What is expected |
Return the records exactly as they stand, and keep the pictures out of the copy.

Records from a data collection
--

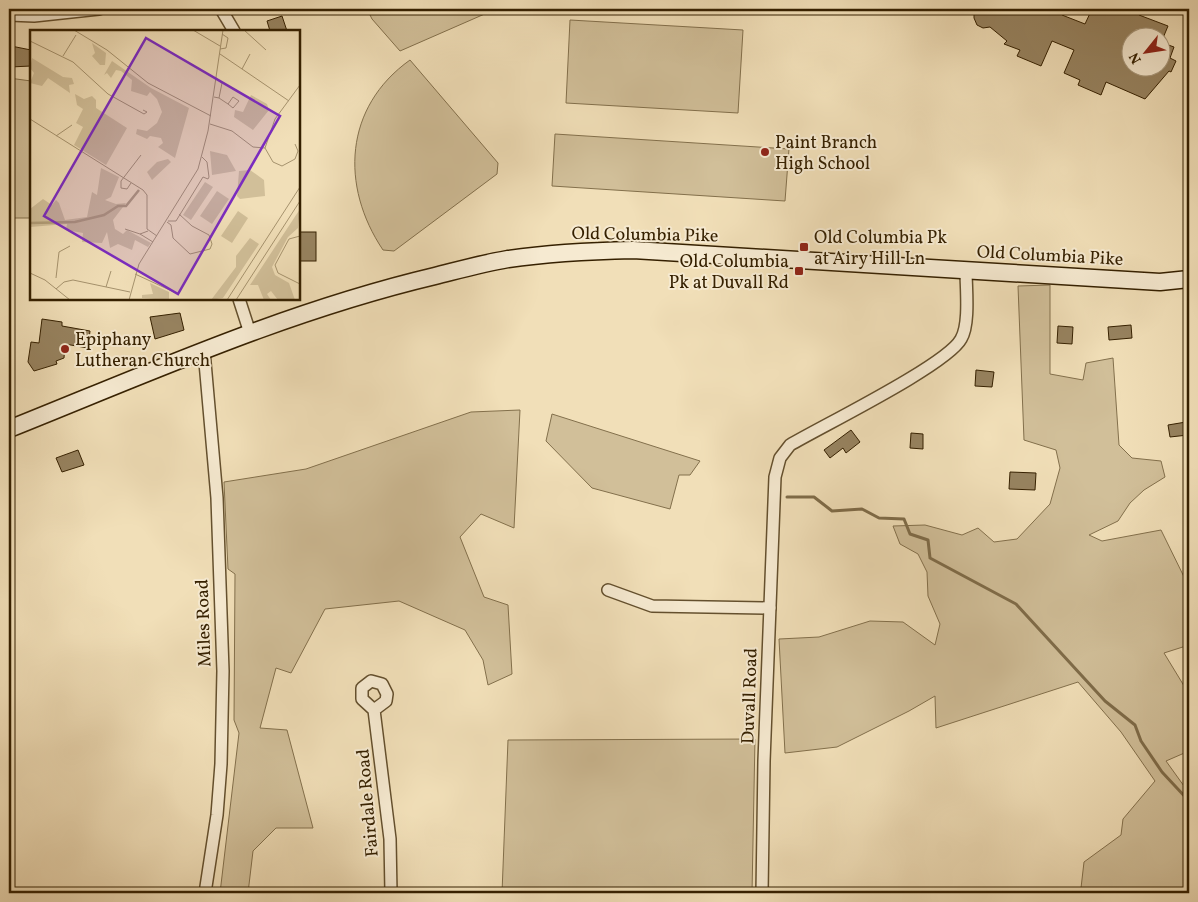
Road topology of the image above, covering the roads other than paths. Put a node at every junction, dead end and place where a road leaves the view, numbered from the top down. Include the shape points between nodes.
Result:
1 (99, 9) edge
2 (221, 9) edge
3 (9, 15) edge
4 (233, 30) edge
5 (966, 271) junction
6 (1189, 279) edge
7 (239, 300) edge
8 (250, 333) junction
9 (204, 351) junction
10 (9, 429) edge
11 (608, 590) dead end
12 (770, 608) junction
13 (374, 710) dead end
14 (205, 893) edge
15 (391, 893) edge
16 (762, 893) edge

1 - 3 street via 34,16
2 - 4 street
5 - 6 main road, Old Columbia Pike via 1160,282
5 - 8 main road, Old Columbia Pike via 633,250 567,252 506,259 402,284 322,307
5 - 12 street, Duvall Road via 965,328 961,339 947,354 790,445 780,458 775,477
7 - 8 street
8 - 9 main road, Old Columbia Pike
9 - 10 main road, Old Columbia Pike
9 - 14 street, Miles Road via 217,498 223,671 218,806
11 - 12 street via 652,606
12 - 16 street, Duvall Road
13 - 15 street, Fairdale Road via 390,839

--

Finished exercise |
Road topology of the image above, covering the roads other than paths. Put a node at every junction, dead end and place where a road leaves the view, numbered from the top down. Include the shape points between nodes.
Result:
1 (99, 9) edge
2 (221, 9) edge
3 (9, 15) edge
4 (233, 30) edge
5 (966, 271) junction
6 (1189, 279) edge
7 (239, 300) edge
8 (250, 333) junction
9 (204, 351) junction
10 (9, 429) edge
11 (608, 590) dead end
12 (770, 608) junction
13 (374, 710) dead end
14 (205, 893) edge
15 (391, 893) edge
16 (762, 893) edge

1 - 3 street via 34,16
2 - 4 street
5 - 6 main road, Old Columbia Pike via 1160,282
5 - 8 main road, Old Columbia Pike via 633,250 567,252 506,259 402,284 322,307
5 - 12 street, Duvall Road via 965,328 961,339 947,354 790,445 780,458 775,477
7 - 8 street
8 - 9 main road, Old Columbia Pike
9 - 10 main road, Old Columbia Pike
9 - 14 street, Miles Road via 217,498 223,671 218,806
11 - 12 street via 652,606
12 - 16 street, Duvall Road
13 - 15 street, Fairdale Road via 390,839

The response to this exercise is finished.